Company type | Private |
---|---|
Industry | Database Technologies |
Genre | Multi-Model DBMS |
Founded | April 2010 Austin, TX, USA |
Founder |
|
Headquarters | , United States |
Key people | Chet Kapoor [1] (CEO) Davor Bonaci (CTO) Ed Anuff (CPO) Don Dixon (CFO) Brad Gyger (CRO) Jason McClelland (CMO) Chris Vogel (Chief People Officer) |
Number of employees | 800+ (June 2022) [2] |
Website | DataStax.com |
DataStax, Inc. is a real-time data for AI company based in Santa Clara, California. [3] Its product Astra DB is a cloud database-as-a-service based on Apache Cassandra. DataStax also offers DataStax Enterprise (DSE), an on-premises database built on Apache Cassandra, and Astra Streaming, a messaging and event streaming cloud service based on Apache Pulsar. As of June 2022, the company has roughly 800 customers distributed in over 50 countries. [4] [5] [2]
DataStax was built on the open source NoSQL database Apache Cassandra.
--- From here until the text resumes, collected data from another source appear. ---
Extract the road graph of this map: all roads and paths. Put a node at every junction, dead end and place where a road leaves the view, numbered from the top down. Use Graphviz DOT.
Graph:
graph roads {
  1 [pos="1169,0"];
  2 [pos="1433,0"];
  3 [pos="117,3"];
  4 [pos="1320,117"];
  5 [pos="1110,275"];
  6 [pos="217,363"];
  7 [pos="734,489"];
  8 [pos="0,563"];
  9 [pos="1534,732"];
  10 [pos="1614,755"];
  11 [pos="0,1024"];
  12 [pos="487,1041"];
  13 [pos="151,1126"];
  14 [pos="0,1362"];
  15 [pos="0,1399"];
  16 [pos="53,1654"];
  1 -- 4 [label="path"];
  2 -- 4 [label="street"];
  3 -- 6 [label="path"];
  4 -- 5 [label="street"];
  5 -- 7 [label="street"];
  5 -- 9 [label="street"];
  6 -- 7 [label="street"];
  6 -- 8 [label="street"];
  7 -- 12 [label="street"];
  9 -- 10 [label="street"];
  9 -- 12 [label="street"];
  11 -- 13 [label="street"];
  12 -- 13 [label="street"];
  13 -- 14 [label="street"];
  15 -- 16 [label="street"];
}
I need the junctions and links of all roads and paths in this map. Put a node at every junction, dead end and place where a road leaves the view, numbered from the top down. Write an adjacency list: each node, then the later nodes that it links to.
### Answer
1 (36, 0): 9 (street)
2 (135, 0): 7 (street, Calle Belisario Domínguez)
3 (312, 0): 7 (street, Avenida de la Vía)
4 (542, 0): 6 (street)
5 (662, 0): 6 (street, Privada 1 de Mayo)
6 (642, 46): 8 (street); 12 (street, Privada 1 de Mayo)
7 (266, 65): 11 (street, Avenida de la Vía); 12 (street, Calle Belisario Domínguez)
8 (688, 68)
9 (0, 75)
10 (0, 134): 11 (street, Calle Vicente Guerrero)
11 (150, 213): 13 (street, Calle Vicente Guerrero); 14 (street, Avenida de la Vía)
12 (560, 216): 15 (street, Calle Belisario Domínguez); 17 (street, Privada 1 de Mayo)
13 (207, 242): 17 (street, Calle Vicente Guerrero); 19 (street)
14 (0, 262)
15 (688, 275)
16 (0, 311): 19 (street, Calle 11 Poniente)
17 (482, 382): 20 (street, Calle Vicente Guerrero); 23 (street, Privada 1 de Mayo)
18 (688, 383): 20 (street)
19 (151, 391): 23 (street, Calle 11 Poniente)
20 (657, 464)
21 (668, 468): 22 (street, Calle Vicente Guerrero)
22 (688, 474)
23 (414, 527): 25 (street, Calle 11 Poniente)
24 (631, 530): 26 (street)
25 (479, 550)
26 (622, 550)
Cassandra was initially developed internally at Facebook to handle large data sets across multiple servers, [6] and was released as an Apache open source project in 2008. [7] In 2010, Jonathan Ellis and Matt Pfeil left Rackspace, where they had worked with Cassandra, to launch Riptano in Austin, Texas. [6] [8] Ellis and Pfeil later renamed the company DataStax, and moved its headquarters to Santa Clara, California. [3] [9]
The company went on to create its own enterprise version of Cassandra, a NoSQL database called DataStax Enterprise (DSE). [6]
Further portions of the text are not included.